ASSIGNMENT:
Your answer should consist of the listing, repeated exactly.

<<<<

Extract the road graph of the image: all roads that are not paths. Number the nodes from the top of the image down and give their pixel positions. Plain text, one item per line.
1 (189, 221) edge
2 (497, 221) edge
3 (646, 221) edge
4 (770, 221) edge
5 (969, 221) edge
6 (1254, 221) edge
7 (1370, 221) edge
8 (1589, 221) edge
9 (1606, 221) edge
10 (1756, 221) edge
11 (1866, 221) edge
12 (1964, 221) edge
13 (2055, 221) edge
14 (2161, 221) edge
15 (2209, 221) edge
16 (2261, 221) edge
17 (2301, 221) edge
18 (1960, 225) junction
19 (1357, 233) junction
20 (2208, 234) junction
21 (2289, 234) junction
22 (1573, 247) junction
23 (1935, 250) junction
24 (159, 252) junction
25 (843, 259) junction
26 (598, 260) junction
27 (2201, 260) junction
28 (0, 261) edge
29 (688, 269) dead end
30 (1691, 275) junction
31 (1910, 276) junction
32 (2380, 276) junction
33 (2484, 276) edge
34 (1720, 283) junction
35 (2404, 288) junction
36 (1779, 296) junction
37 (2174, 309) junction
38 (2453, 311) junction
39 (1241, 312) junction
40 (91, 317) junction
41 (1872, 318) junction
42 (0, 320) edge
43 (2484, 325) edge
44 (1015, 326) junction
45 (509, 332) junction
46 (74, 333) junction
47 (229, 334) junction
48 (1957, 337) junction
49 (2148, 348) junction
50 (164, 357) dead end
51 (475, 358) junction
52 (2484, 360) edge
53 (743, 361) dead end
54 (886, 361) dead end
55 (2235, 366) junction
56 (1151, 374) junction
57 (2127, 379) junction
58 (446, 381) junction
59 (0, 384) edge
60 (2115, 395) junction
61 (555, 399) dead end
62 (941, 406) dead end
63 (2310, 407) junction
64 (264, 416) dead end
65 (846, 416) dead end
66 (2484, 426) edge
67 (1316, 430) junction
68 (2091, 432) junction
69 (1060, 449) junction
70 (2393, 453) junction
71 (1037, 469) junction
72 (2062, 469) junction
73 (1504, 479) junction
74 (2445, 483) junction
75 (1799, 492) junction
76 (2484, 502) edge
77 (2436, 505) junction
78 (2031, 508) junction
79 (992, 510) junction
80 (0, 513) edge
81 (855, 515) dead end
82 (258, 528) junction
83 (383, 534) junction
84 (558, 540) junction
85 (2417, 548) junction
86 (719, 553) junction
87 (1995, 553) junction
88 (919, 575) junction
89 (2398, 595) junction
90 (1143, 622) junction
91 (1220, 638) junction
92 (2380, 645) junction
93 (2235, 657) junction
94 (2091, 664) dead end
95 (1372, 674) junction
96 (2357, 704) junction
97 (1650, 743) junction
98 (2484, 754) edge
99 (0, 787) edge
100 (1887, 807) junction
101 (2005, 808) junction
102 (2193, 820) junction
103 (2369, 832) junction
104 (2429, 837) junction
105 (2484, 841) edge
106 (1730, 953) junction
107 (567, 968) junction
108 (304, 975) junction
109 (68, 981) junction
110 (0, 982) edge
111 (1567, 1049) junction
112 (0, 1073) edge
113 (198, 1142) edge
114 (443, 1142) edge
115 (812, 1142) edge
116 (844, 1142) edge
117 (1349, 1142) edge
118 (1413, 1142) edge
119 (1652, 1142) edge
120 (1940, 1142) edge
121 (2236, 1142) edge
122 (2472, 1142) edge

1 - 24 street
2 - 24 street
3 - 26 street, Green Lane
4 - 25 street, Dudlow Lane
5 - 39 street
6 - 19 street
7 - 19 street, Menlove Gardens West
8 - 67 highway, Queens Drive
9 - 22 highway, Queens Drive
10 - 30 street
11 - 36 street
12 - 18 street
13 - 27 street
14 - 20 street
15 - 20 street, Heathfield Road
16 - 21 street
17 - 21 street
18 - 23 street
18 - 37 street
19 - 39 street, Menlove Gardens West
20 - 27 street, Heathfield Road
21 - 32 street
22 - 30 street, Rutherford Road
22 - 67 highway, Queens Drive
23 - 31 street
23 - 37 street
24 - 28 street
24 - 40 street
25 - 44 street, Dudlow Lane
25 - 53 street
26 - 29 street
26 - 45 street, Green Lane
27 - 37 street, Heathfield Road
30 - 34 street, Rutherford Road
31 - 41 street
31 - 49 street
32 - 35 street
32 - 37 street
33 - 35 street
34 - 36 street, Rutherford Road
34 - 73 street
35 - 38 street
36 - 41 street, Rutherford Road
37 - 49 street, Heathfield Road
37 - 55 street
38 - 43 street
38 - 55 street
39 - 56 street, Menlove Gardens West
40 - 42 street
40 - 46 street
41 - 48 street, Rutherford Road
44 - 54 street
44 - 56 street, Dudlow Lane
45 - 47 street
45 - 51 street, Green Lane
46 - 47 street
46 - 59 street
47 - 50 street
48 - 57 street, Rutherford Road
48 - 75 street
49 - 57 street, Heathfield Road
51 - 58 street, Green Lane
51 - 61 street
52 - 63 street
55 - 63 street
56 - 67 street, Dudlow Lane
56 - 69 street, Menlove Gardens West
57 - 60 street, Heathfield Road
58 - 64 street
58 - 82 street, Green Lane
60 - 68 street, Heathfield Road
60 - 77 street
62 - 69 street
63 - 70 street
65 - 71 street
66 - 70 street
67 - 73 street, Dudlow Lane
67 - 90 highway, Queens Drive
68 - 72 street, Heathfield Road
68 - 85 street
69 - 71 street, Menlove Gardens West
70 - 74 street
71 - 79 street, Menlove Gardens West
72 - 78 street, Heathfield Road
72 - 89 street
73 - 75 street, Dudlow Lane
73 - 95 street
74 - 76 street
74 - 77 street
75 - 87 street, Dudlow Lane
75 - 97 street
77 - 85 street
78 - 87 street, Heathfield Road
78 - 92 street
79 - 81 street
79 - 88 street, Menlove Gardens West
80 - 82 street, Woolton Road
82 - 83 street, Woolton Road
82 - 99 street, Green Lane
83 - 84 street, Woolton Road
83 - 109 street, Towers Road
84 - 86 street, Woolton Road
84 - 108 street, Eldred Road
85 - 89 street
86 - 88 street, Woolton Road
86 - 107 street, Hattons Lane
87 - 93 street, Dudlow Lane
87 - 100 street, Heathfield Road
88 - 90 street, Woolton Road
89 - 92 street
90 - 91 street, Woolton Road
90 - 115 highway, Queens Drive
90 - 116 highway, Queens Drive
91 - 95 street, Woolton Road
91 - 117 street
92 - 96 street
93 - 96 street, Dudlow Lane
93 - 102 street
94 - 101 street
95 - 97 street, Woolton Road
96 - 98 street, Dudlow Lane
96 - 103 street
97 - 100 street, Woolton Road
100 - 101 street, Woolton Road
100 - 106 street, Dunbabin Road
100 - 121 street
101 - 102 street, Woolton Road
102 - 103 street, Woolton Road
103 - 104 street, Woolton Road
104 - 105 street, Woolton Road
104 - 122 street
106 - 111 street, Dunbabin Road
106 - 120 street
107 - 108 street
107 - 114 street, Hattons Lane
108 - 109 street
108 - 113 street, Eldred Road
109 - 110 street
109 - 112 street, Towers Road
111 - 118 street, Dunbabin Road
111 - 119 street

>>>>

FINISHED EXERCISE:
Extract the road graph of the image: all roads that are not paths. Number the nodes from the top of the image down and give their pixel positions. Plain text, one item per line.
1 (189, 221) edge
2 (497, 221) edge
3 (646, 221) edge
4 (770, 221) edge
5 (969, 221) edge
6 (1254, 221) edge
7 (1370, 221) edge
8 (1589, 221) edge
9 (1606, 221) edge
10 (1756, 221) edge
11 (1866, 221) edge
12 (1964, 221) edge
13 (2055, 221) edge
14 (2161, 221) edge
15 (2209, 221) edge
16 (2261, 221) edge
17 (2301, 221) edge
18 (1960, 225) junction
19 (1357, 233) junction
20 (2208, 234) junction
21 (2289, 234) junction
22 (1573, 247) junction
23 (1935, 250) junction
24 (159, 252) junction
25 (843, 259) junction
26 (598, 260) junction
27 (2201, 260) junction
28 (0, 261) edge
29 (688, 269) dead end
30 (1691, 275) junction
31 (1910, 276) junction
32 (2380, 276) junction
33 (2484, 276) edge
34 (1720, 283) junction
35 (2404, 288) junction
36 (1779, 296) junction
37 (2174, 309) junction
38 (2453, 311) junction
39 (1241, 312) junction
40 (91, 317) junction
41 (1872, 318) junction
42 (0, 320) edge
43 (2484, 325) edge
44 (1015, 326) junction
45 (509, 332) junction
46 (74, 333) junction
47 (229, 334) junction
48 (1957, 337) junction
49 (2148, 348) junction
50 (164, 357) dead end
51 (475, 358) junction
52 (2484, 360) edge
53 (743, 361) dead end
54 (886, 361) dead end
55 (2235, 366) junction
56 (1151, 374) junction
57 (2127, 379) junction
58 (446, 381) junction
59 (0, 384) edge
60 (2115, 395) junction
61 (555, 399) dead end
62 (941, 406) dead end
63 (2310, 407) junction
64 (264, 416) dead end
65 (846, 416) dead end
66 (2484, 426) edge
67 (1316, 430) junction
68 (2091, 432) junction
69 (1060, 449) junction
70 (2393, 453) junction
71 (1037, 469) junction
72 (2062, 469) junction
73 (1504, 479) junction
74 (2445, 483) junction
75 (1799, 492) junction
76 (2484, 502) edge
77 (2436, 505) junction
78 (2031, 508) junction
79 (992, 510) junction
80 (0, 513) edge
81 (855, 515) dead end
82 (258, 528) junction
83 (383, 534) junction
84 (558, 540) junction
85 (2417, 548) junction
86 (719, 553) junction
87 (1995, 553) junction
88 (919, 575) junction
89 (2398, 595) junction
90 (1143, 622) junction
91 (1220, 638) junction
92 (2380, 645) junction
93 (2235, 657) junction
94 (2091, 664) dead end
95 (1372, 674) junction
96 (2357, 704) junction
97 (1650, 743) junction
98 (2484, 754) edge
99 (0, 787) edge
100 (1887, 807) junction
101 (2005, 808) junction
102 (2193, 820) junction
103 (2369, 832) junction
104 (2429, 837) junction
105 (2484, 841) edge
106 (1730, 953) junction
107 (567, 968) junction
108 (304, 975) junction
109 (68, 981) junction
110 (0, 982) edge
111 (1567, 1049) junction
112 (0, 1073) edge
113 (198, 1142) edge
114 (443, 1142) edge
115 (812, 1142) edge
116 (844, 1142) edge
117 (1349, 1142) edge
118 (1413, 1142) edge
119 (1652, 1142) edge
120 (1940, 1142) edge
121 (2236, 1142) edge
122 (2472, 1142) edge

1 - 24 street
2 - 24 street
3 - 26 street, Green Lane
4 - 25 street, Dudlow Lane
5 - 39 street
6 - 19 street
7 - 19 street, Menlove Gardens West
8 - 67 highway, Queens Drive
9 - 22 highway, Queens Drive
10 - 30 street
11 - 36 street
12 - 18 street
13 - 27 street
14 - 20 street
15 - 20 street, Heathfield Road
16 - 21 street
17 - 21 street
18 - 23 street
18 - 37 street
19 - 39 street, Menlove Gardens West
20 - 27 street, Heathfield Road
21 - 32 street
22 - 30 street, Rutherford Road
22 - 67 highway, Queens Drive
23 - 31 street
23 - 37 street
24 - 28 street
24 - 40 street
25 - 44 street, Dudlow Lane
25 - 53 street
26 - 29 street
26 - 45 street, Green Lane
27 - 37 street, Heathfield Road
30 - 34 street, Rutherford Road
31 - 41 street
31 - 49 street
32 - 35 street
32 - 37 street
33 - 35 street
34 - 36 street, Rutherford Road
34 - 73 street
35 - 38 street
36 - 41 street, Rutherford Road
37 - 49 street, Heathfield Road
37 - 55 street
38 - 43 street
38 - 55 street
39 - 56 street, Menlove Gardens West
40 - 42 street
40 - 46 street
41 - 48 street, Rutherford Road
44 - 54 street
44 - 56 street, Dudlow Lane
45 - 47 street
45 - 51 street, Green Lane
46 - 47 street
46 - 59 street
47 - 50 street
48 - 57 street, Rutherford Road
48 - 75 street
49 - 57 street, Heathfield Road
51 - 58 street, Green Lane
51 - 61 street
52 - 63 street
55 - 63 street
56 - 67 street, Dudlow Lane
56 - 69 street, Menlove Gardens West
57 - 60 street, Heathfield Road
58 - 64 street
58 - 82 street, Green Lane
60 - 68 street, Heathfield Road
60 - 77 street
62 - 69 street
63 - 70 street
65 - 71 street
66 - 70 street
67 - 73 street, Dudlow Lane
67 - 90 highway, Queens Drive
68 - 72 street, Heathfield Road
68 - 85 street
69 - 71 street, Menlove Gardens West
70 - 74 street
71 - 79 street, Menlove Gardens West
72 - 78 street, Heathfield Road
72 - 89 street
73 - 75 street, Dudlow Lane
73 - 95 street
74 - 76 street
74 - 77 street
75 - 87 street, Dudlow Lane
75 - 97 street
77 - 85 street
78 - 87 street, Heathfield Road
78 - 92 street
79 - 81 street
79 - 88 street, Menlove Gardens West
80 - 82 street, Woolton Road
82 - 83 street, Woolton Road
82 - 99 street, Green Lane
83 - 84 street, Woolton Road
83 - 109 street, Towers Road
84 - 86 street, Woolton Road
84 - 108 street, Eldred Road
85 - 89 street
86 - 88 street, Woolton Road
86 - 107 street, Hattons Lane
87 - 93 street, Dudlow Lane
87 - 100 street, Heathfield Road
88 - 90 street, Woolton Road
89 - 92 street
90 - 91 street, Woolton Road
90 - 115 highway, Queens Drive
90 - 116 highway, Queens Drive
91 - 95 street, Woolton Road
91 - 117 street
92 - 96 street
93 - 96 street, Dudlow Lane
93 - 102 street
94 - 101 street
95 - 97 street, Woolton Road
96 - 98 street, Dudlow Lane
96 - 103 street
97 - 100 street, Woolton Road
100 - 101 street, Woolton Road
100 - 106 street, Dunbabin Road
100 - 121 street
101 - 102 street, Woolton Road
102 - 103 street, Woolton Road
103 - 104 street, Woolton Road
104 - 105 street, Woolton Road
104 - 122 street
106 - 111 street, Dunbabin Road
106 - 120 street
107 - 108 street
107 - 114 street, Hattons Lane
108 - 109 street
108 - 113 street, Eldred Road
109 - 110 street
109 - 112 street, Towers Road
111 - 118 street, Dunbabin Road
111 - 119 street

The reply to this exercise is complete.